Dava Sobel – Longitude: The True Story of a Lone Genius Who Solved the Greatest Scientific Problem of His Time

Dava Sobel – Longitude: The True Story of a Lone Genius Who Solved the Greatest Scientific Problem of His Time

John Harrison gets his due. Even now his name is virtually unknown, but he made one of the most important discoveries in the history of exploration—how to find longitude. It’s easy to find one’s latitude. If you can see the North Star, you’re in the northern hemisphere. The higher up in the sky it is, the farther north you are. Ditto for the Southern Cross and other features in the southern hemisphere’s night key.

Longitude is also easy in concept—just compare when noon local time is with noon Greenwich Mean Time (GMT), and you’ll know exactly how far east or west you are. The trouble is that building a clock that kept accurate time while enduring rough shipboard conditions was impossible for all of human history. Everyone from Phoenician sailors on up through Columbus and Magellan had no idea what longitudes their discoveries were located at. They could only guess, and they often did a lousy job of it.

The key to finding accurate longitude was a centuries-long pop culture joke, similar to pre-1969 “they’ll put a man on the moon before that happens” jokes. The longitude joke’s currency ended in the mid-1700s when a watchmaker named John Harrison, spurred on by a £20,000 prize sponsored by the Royal Society, invented a series of clocks that were finally up to the task.

Sobel tells the story masterfully, setting up the history of the problem and why it matters, the origins of the Royal Society and prizes for inventions, the significance of the Scientific Revolution, John Harrison’s life story and his chase of the prize, and fascinating descriptions of the materials and craftsmanship that went into Harrison’s remarkable inventions. He made five clocks, each outdoing the last, though H-4, as it is known, is the most famous.

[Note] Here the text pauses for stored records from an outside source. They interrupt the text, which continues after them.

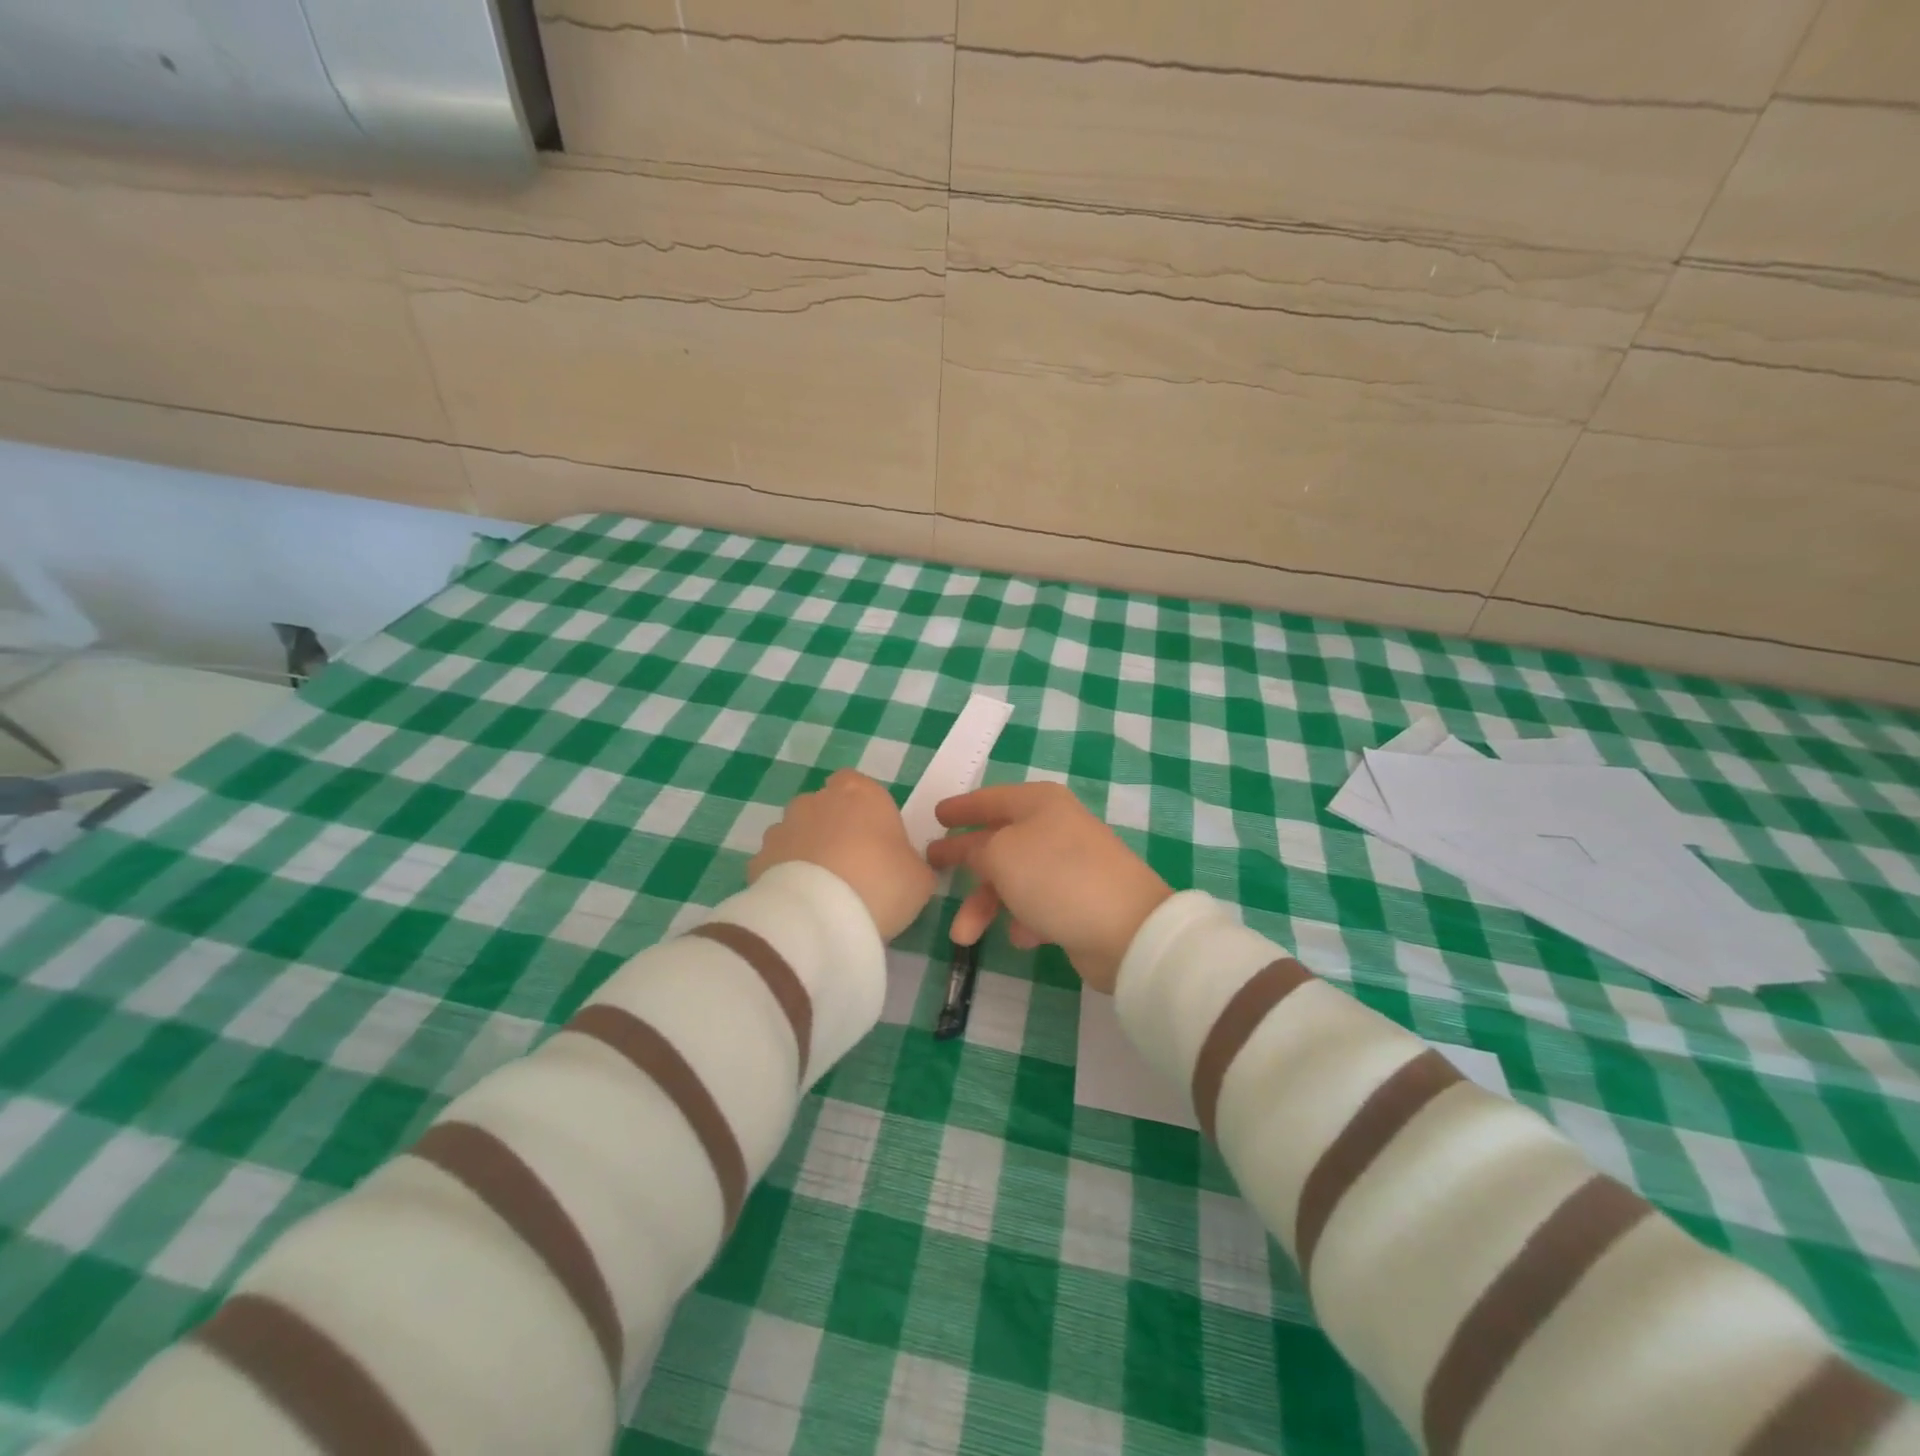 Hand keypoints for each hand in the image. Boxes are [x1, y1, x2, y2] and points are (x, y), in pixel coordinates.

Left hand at [750, 770, 936, 938]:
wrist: (820, 917)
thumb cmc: (881, 883)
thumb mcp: (919, 878)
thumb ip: (912, 863)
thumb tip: (904, 867)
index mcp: (860, 792)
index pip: (858, 784)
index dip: (865, 810)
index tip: (876, 840)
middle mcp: (817, 800)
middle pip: (825, 807)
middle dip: (834, 829)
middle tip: (852, 867)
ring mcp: (783, 827)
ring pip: (798, 833)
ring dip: (808, 851)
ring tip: (824, 890)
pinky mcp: (759, 858)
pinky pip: (778, 863)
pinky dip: (786, 877)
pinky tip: (801, 904)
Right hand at [928, 783, 1171, 992]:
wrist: (1126, 929)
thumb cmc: (1056, 877)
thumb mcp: (1001, 855)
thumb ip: (976, 849)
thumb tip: (974, 852)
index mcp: (1040, 803)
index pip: (991, 798)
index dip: (962, 807)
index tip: (936, 815)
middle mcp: (1056, 828)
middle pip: (999, 841)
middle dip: (966, 861)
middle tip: (933, 868)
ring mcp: (1070, 865)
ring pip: (1014, 879)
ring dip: (986, 904)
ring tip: (964, 936)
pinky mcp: (1080, 901)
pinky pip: (1037, 905)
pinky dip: (1022, 919)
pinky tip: (1021, 937) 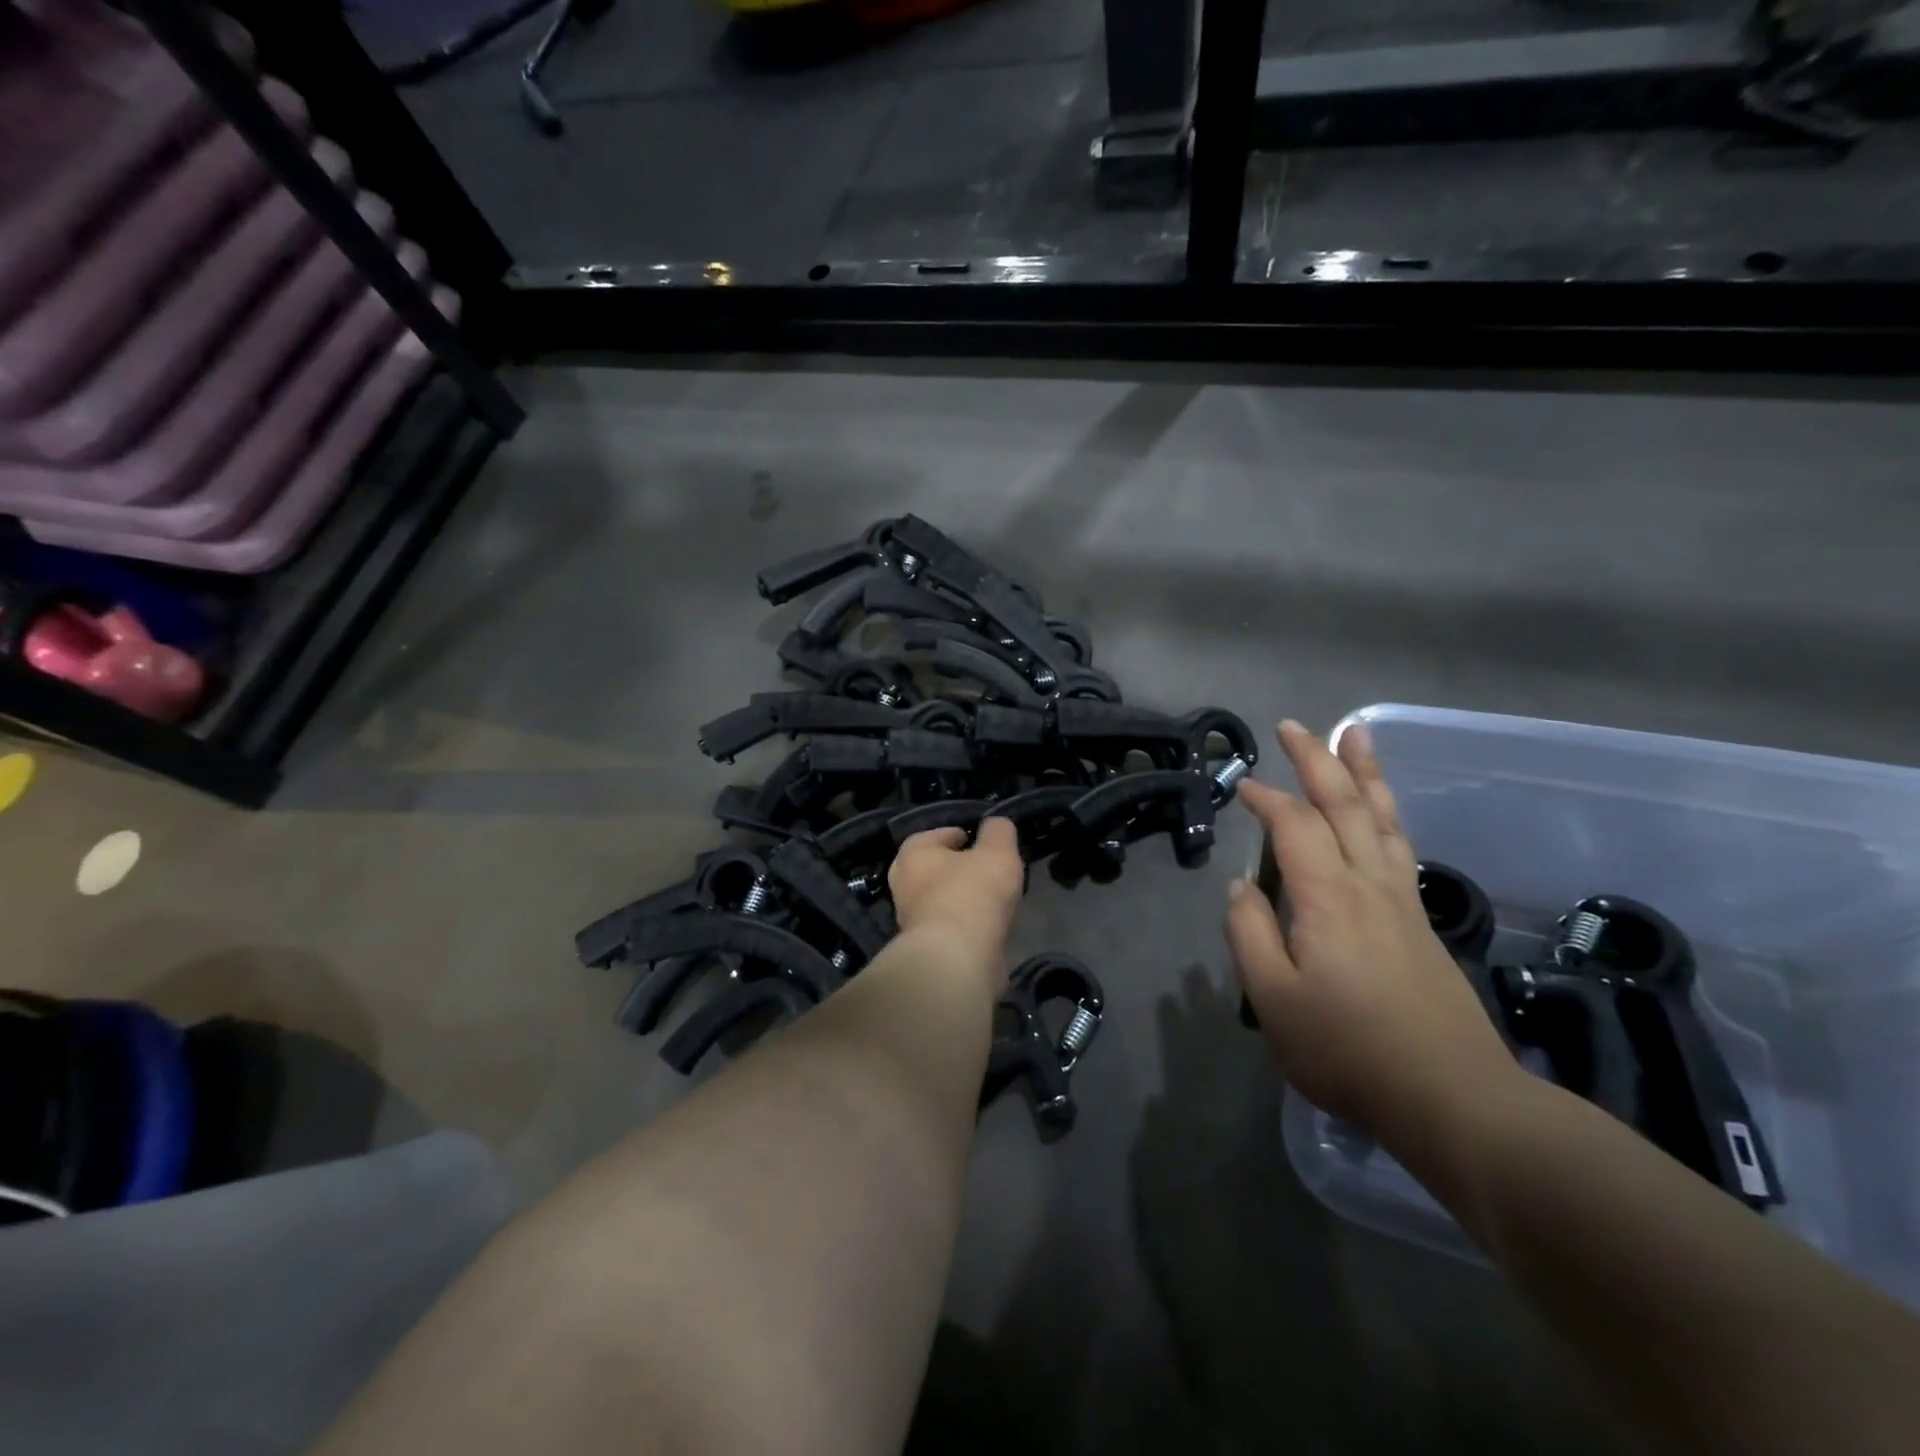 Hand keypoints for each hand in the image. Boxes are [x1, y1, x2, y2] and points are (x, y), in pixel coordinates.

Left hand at [888, 816, 1024, 958]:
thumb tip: (996, 825)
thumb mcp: (996, 851)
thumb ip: (998, 831)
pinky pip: (950, 927)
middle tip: (987, 870)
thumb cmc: (972, 894)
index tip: (982, 842)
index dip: (961, 835)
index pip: (935, 835)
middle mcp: (904, 884)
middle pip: (935, 869)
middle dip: (959, 869)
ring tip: (994, 899)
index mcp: (913, 854)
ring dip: (964, 899)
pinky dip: (967, 925)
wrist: (957, 959)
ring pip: (942, 900)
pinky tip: (989, 926)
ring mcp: (912, 921)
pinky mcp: (927, 949)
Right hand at [1225, 720, 1514, 1141]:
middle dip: (1319, 760)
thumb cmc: (1349, 1050)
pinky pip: (1400, 845)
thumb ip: (1249, 935)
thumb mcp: (1273, 999)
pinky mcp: (1419, 922)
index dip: (1267, 799)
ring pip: (1384, 819)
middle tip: (1296, 725)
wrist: (1452, 1099)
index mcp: (1328, 897)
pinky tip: (1383, 811)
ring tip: (1356, 735)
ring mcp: (1402, 901)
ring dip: (1365, 773)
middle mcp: (1369, 884)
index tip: (1241, 785)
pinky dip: (1387, 813)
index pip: (1294, 826)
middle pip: (1346, 805)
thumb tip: (1238, 888)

Dava Sobel: Galileo’s Daughter: A Historical Memoir of Science, Faith and Love

Dava Sobel: Galileo’s Daughter: A Historical Memoir of Science, Faith and Love

A joint biography of Galileo and his daughter, and a good history of early modern Italy and the Scientific Revolution. Galileo had three children, all illegitimate. He was in a loving lifelong relationship, but social conventions of the time said that academics could not marry. As a result, Galileo’s children grew up under an unjust stigma and were denied opportunities they might otherwise have had. Both of his daughters ended up in convents. One of them, the well-named Maria Celeste (think celestial, and remember that Galileo was an astronomer), inherited her father’s intellect. Though she was not allowed to put her gifts to much use, she was about as accomplished as a woman in her time was allowed to be—though almost entirely uncredited, naturally.

She also left behind a long trail of correspondence with her father, from which Sobel quotes extensively. From this, Sobel tells Maria Celeste’s life story, and Galileo’s, goes into the science of his discoveries, and, for good measure, gives a cultural history of the time. Sobel gives a good flavor of what daily life was like in convents, in universities, in the town and in the country, and how repressive medieval religion was for men and women alike. Women got the short end of an already short stick.